[Opening DATA SUPPLIED section]

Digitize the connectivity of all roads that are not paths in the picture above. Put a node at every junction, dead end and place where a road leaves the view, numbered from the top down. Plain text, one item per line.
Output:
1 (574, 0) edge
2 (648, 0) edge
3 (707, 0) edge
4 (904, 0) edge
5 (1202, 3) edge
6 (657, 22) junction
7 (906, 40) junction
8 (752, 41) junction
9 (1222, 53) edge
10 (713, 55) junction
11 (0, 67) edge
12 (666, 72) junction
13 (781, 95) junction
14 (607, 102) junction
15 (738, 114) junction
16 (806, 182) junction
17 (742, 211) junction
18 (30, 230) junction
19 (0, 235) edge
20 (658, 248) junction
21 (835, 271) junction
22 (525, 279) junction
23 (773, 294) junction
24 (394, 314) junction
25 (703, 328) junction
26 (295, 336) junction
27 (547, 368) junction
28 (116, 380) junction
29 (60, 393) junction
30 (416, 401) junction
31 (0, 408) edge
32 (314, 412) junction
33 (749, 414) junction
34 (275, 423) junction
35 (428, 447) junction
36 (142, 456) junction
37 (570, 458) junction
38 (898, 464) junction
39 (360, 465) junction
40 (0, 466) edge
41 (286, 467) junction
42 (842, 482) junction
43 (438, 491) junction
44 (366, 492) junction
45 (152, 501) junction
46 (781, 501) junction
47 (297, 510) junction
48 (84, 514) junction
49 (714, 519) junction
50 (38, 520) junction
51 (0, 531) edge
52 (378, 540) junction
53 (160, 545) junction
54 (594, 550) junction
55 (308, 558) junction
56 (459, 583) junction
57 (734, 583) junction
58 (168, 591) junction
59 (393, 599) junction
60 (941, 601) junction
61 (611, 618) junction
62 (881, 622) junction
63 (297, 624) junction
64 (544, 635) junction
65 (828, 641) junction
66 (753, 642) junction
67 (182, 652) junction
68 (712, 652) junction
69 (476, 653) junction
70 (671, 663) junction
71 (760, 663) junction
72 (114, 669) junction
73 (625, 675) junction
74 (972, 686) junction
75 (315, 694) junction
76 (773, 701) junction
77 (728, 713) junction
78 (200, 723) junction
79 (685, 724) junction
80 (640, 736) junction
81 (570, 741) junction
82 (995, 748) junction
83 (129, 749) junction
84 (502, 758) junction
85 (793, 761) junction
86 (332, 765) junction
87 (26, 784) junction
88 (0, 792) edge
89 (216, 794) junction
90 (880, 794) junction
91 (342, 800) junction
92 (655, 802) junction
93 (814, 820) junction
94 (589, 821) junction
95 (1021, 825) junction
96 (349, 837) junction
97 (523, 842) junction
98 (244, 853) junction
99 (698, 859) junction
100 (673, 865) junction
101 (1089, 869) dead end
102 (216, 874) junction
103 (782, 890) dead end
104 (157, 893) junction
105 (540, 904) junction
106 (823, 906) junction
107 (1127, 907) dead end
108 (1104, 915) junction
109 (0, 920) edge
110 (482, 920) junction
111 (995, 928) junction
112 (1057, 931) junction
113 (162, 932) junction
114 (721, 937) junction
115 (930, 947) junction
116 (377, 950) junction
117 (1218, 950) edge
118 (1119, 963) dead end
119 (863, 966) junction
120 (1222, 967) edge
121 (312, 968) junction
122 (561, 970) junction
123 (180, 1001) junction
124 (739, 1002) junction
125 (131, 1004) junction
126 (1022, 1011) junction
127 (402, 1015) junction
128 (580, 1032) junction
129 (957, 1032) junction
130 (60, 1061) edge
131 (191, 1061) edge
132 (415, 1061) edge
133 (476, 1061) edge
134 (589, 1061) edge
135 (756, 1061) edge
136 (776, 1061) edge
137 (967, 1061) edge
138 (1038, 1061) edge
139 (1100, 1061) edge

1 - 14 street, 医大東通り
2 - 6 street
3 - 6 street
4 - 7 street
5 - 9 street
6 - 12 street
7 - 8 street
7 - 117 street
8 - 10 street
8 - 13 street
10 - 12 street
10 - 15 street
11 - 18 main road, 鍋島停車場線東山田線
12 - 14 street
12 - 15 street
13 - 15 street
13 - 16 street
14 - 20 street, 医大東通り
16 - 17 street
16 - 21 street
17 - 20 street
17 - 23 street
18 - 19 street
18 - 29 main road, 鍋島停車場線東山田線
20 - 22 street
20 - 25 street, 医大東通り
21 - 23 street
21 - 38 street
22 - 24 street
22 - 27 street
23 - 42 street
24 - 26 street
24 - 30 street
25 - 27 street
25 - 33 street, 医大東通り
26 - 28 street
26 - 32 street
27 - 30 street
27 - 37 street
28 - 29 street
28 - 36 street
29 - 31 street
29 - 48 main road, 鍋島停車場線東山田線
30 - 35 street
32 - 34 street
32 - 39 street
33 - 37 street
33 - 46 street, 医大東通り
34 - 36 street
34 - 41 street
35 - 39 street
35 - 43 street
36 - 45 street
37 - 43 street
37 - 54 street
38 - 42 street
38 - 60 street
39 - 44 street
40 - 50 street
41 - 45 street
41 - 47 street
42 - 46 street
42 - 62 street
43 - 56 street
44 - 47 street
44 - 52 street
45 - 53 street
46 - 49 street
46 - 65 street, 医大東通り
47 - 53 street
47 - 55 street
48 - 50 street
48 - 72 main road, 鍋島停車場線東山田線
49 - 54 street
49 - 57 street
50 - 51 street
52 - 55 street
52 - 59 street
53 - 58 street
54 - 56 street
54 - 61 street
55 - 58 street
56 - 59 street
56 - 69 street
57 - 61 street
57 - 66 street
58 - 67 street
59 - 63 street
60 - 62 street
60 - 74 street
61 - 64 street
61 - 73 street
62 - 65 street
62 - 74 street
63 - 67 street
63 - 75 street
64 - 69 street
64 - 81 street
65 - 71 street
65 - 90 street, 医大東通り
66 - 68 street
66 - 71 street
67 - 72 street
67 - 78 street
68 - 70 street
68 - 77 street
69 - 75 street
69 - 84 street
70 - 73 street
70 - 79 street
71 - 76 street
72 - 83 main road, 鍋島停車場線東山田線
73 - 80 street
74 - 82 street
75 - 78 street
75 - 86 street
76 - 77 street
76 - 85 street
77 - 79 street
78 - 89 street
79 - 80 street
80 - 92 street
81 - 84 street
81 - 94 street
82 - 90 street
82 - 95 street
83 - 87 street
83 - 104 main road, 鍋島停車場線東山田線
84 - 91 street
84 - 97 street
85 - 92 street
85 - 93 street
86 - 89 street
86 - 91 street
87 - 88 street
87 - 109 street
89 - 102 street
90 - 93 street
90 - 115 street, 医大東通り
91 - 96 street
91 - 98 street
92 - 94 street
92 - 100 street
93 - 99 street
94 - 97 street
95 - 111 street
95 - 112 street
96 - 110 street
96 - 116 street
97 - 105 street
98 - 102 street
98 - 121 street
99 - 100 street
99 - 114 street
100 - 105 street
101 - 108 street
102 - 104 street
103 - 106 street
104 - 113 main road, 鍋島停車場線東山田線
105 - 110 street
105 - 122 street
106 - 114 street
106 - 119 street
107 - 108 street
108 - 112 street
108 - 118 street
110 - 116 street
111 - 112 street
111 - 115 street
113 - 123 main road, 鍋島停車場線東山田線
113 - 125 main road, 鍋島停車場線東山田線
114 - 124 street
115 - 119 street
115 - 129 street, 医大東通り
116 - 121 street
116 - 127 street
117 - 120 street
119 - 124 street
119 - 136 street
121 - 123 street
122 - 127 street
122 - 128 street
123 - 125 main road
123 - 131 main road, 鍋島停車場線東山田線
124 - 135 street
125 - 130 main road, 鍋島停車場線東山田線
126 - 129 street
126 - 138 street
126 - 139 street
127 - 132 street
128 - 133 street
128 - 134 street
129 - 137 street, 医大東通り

[Closing DATA SUPPLIED section]

_ASSIGNMENT_.
Return the number of lines containing the word "main" in these records, with no additional output.

_RESULT FOR THIS EXERCISE_.
12